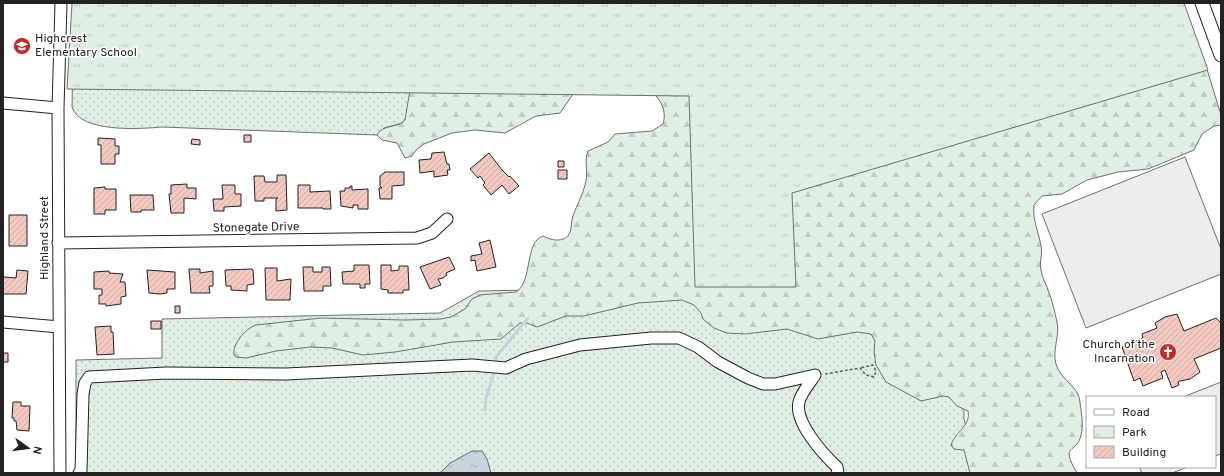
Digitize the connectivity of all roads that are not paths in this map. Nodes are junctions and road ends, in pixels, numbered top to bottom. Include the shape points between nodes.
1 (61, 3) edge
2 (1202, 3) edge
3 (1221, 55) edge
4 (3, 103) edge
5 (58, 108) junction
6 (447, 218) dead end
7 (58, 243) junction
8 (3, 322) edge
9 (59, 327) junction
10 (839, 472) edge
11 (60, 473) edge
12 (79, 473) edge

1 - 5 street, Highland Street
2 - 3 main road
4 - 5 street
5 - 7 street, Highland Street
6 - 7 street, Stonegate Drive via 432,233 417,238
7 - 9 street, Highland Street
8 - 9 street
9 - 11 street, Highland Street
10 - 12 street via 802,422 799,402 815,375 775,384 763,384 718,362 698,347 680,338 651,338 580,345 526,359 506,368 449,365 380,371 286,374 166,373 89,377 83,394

+++

> _Your goal_
Your job is to transcribe the entries above exactly; skip the pictures.

> _Exercise output_
Digitize the connectivity of all roads that are not paths in this map. Nodes are junctions and road ends, in pixels, numbered top to bottom. Include the shape points between nodes.
1 (61, 3) edge
2 (1202, 3) edge
3 (1221, 55) edge
4 (3, 103) edge
5 (58, 108) junction
6 (447, 218) dead end
7 (58, 243) junction
8 (3, 322) edge
9 (59, 327) junction
10 (839, 472) edge
11 (60, 473) edge
12 (79, 473) edge

1 - 5 street, Highland Street
2 - 3 main road
4 - 5 street
5 - 7 street, Highland Street
6 - 7 street, Stonegate Drive via 432,233 417,238
7 - 9 street, Highland Street
8 - 9 street
9 - 11 street, Highland Street
10 - 12 street via 802,422 799,402 815,375 775,384 763,384 718,362 698,347 680,338 651,338 580,345 526,359 506,368 449,365 380,371 286,374 166,373 89,377 83,394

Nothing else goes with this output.